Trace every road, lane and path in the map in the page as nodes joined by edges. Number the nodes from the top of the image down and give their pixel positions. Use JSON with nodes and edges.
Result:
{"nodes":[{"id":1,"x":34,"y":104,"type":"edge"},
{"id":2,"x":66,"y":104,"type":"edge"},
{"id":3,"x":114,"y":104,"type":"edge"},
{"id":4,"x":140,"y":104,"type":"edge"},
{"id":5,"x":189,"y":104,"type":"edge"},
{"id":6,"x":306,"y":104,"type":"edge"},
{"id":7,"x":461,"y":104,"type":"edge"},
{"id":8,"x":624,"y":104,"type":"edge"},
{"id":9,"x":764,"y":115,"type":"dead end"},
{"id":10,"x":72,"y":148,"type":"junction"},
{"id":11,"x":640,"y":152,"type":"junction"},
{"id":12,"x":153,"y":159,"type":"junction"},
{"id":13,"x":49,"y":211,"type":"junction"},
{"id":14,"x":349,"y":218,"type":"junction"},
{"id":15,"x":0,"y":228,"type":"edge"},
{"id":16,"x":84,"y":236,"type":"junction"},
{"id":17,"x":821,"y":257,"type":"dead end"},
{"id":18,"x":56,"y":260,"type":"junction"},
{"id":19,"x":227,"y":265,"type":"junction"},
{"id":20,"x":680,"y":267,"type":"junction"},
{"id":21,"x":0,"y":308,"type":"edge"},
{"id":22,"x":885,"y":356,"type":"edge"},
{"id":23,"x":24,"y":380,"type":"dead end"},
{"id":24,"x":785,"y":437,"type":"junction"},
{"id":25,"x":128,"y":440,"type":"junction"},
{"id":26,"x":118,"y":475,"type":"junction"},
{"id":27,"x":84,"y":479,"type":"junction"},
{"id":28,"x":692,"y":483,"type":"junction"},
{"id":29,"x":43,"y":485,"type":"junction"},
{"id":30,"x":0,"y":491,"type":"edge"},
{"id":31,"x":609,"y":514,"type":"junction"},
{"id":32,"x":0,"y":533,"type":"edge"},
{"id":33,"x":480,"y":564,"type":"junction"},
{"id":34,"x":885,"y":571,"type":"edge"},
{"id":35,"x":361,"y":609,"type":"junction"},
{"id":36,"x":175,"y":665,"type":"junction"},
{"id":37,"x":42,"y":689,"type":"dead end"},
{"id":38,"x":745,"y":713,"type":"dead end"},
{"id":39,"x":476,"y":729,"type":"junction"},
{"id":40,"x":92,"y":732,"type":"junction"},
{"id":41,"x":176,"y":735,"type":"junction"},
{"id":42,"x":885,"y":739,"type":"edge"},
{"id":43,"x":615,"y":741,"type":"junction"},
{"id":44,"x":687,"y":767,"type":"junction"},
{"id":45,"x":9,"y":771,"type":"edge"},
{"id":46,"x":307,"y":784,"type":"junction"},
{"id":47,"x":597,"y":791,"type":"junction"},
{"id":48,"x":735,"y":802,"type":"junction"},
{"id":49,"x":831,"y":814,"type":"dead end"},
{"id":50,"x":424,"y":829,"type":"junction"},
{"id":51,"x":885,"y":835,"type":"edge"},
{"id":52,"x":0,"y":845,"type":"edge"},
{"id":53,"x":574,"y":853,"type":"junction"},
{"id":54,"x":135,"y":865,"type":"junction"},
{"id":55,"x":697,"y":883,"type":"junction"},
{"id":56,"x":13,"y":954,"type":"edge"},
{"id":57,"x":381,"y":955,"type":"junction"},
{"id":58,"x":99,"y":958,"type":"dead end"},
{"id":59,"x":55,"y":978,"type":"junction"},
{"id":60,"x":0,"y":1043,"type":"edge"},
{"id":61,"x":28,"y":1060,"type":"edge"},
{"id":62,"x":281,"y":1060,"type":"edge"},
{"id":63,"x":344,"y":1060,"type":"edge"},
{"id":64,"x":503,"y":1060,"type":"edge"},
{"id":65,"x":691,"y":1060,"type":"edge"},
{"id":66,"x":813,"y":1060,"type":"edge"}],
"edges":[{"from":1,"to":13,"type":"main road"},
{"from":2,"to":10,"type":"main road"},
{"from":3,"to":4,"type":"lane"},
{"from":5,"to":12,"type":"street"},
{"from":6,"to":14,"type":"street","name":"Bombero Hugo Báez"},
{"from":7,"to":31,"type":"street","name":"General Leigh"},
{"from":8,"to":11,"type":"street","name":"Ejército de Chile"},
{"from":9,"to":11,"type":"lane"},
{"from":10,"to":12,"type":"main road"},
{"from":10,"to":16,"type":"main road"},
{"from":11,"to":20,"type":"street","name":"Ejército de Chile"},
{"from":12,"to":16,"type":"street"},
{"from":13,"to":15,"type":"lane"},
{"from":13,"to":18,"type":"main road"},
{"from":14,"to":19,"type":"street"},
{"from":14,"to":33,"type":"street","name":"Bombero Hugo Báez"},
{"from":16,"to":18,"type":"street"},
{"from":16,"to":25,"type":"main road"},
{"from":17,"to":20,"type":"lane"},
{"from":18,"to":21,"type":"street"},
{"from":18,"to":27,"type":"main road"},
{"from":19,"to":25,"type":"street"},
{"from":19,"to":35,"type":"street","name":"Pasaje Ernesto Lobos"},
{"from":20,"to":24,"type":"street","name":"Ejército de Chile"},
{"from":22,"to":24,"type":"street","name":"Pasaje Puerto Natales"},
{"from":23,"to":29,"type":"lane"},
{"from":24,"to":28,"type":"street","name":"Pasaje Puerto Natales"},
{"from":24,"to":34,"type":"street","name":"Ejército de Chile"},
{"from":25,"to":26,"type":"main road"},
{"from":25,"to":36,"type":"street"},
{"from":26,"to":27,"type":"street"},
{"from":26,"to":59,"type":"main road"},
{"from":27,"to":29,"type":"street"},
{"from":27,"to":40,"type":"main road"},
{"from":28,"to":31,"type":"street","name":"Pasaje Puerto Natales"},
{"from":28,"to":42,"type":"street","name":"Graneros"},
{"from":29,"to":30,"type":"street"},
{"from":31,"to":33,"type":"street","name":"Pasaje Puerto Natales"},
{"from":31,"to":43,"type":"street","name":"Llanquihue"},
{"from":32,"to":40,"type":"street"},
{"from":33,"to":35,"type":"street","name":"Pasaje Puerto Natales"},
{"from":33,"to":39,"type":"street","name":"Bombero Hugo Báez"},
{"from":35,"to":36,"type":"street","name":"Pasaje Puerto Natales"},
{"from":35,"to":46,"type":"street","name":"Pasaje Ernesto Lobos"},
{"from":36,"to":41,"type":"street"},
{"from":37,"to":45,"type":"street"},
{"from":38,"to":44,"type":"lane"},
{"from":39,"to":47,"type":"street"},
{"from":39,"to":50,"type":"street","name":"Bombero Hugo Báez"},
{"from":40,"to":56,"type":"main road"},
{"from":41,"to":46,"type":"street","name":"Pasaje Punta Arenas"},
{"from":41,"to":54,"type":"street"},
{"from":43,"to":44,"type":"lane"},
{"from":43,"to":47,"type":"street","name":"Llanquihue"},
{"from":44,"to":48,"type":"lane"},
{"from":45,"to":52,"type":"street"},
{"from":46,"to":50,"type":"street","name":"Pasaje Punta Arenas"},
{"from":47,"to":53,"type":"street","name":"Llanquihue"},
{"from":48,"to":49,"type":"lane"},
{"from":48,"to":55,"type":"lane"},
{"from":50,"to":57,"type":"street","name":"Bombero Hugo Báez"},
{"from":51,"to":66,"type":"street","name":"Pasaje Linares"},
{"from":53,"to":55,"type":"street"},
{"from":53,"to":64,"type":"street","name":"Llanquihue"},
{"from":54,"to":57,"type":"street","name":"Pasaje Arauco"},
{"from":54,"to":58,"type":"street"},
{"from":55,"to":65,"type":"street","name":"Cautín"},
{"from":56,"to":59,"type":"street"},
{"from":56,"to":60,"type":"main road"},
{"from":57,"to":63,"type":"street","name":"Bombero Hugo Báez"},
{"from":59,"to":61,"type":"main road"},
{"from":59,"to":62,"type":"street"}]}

[EXERCISE REQUIREMENTS]:
Report back each line of the entries that holds the string "dead".

[TASK RESPONSE]:
{"id":9,"x":764,"y":115,"type":"dead end"},
{"id":17,"x":821,"y":257,"type":"dead end"},
{"id":23,"x":24,"y":380,"type":"dead end"},
{"id":37,"x":42,"y":689,"type":"dead end"},
{"id":38,"x":745,"y":713,"type":"dead end"},
{"id":49,"x":831,"y":814,"type":"dead end"},
{"id":58,"x":99,"y":958,"type":"dead end"},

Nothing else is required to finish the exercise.